This year’s lineup of American films at the 2014 Traverse City Film Festival, held in Traverse City from July 29th to August 3rd, features “Life of Crime,” starring Jennifer Aniston and deemed one of the best adaptations of an Elmore Leonard book yet. A new Woody Allen film, a 13-year-old hellraiser, The Beatles and lots of quirky and poignant love/out-of-love stories fill this year’s line up of American films at the Traverse City Film Festival. Most tickets go on sale on July 13, 2014 so mark the date!
American Films at the Traverse City Film Festival
5 TO 7 – Wednesday 3 pm. State Theatre, Sunday 9 pm. Lars Hockstad
2014 | USA | NR | 97 min.
Maybe there are some people you are meant to love, and some you are meant to marry—this idea, and the French “cinq à sept” affair (liaisons scheduled during that hazy time between leaving work and arriving home) are explored in this gloriously romantic, Audrey Hepburn-esque love story. After Bérénice Marlohe (“Skyfall”) and aspiring writer Anton Yelchin (“Star Trek”) fall in love at first sight, it takes time for him to accept the open relationship she has with her husband, but soon he’s attending the married couple’s dinner parties with the husband’s mistress in attendance, too. His parents (Glenn Close and Frank Langella) are memorably slower to accept the concept, and eventually, he has to decide if the 5 to 7 window is enough. A funny and earnestly sentimental crowd pleaser, “5 to 7” has the power to change the way we think about relationships.

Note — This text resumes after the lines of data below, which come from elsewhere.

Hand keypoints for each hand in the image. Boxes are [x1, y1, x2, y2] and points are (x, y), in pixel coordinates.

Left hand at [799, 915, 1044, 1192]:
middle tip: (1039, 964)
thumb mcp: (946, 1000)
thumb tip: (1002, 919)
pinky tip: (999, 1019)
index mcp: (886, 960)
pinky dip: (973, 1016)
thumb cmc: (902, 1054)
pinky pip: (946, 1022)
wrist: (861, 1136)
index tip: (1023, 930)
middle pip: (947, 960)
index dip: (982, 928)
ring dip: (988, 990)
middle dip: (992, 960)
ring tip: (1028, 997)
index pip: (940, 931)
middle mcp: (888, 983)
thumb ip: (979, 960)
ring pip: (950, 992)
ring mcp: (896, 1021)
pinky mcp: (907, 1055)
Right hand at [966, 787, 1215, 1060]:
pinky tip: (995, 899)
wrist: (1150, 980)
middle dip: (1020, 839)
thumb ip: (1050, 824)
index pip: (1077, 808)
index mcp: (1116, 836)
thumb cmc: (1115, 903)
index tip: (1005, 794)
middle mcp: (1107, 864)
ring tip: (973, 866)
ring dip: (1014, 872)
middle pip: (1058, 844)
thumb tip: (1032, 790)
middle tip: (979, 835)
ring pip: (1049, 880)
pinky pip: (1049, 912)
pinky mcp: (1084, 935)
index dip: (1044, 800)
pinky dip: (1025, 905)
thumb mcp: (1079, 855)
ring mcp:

BLUE RUIN – Thursday 6 pm. Bijou
2013 | USA | R | 91 min.
Dwight lives a peaceful existence as a beach bum in a Virginia resort town, scraping by on food scrounged from dumpsters and generally avoiding confrontation with the locals while sleeping in his beat-up Pontiac. But his life is given renewed purpose when he receives word that a man with whom he has a score to settle is set to be released from prison. Dwight is spurred into action as a hapless assassin with the will and motivation—but not necessarily the resources—to exact revenge. His ineptitude as a killer sets off a chain of events that leaves him in a desperate fight to protect his family. An award winner at Cannes, director Jeremy Saulnier’s masterful revenge thriller is rife with blackly comedic moments and heart-pounding thrills.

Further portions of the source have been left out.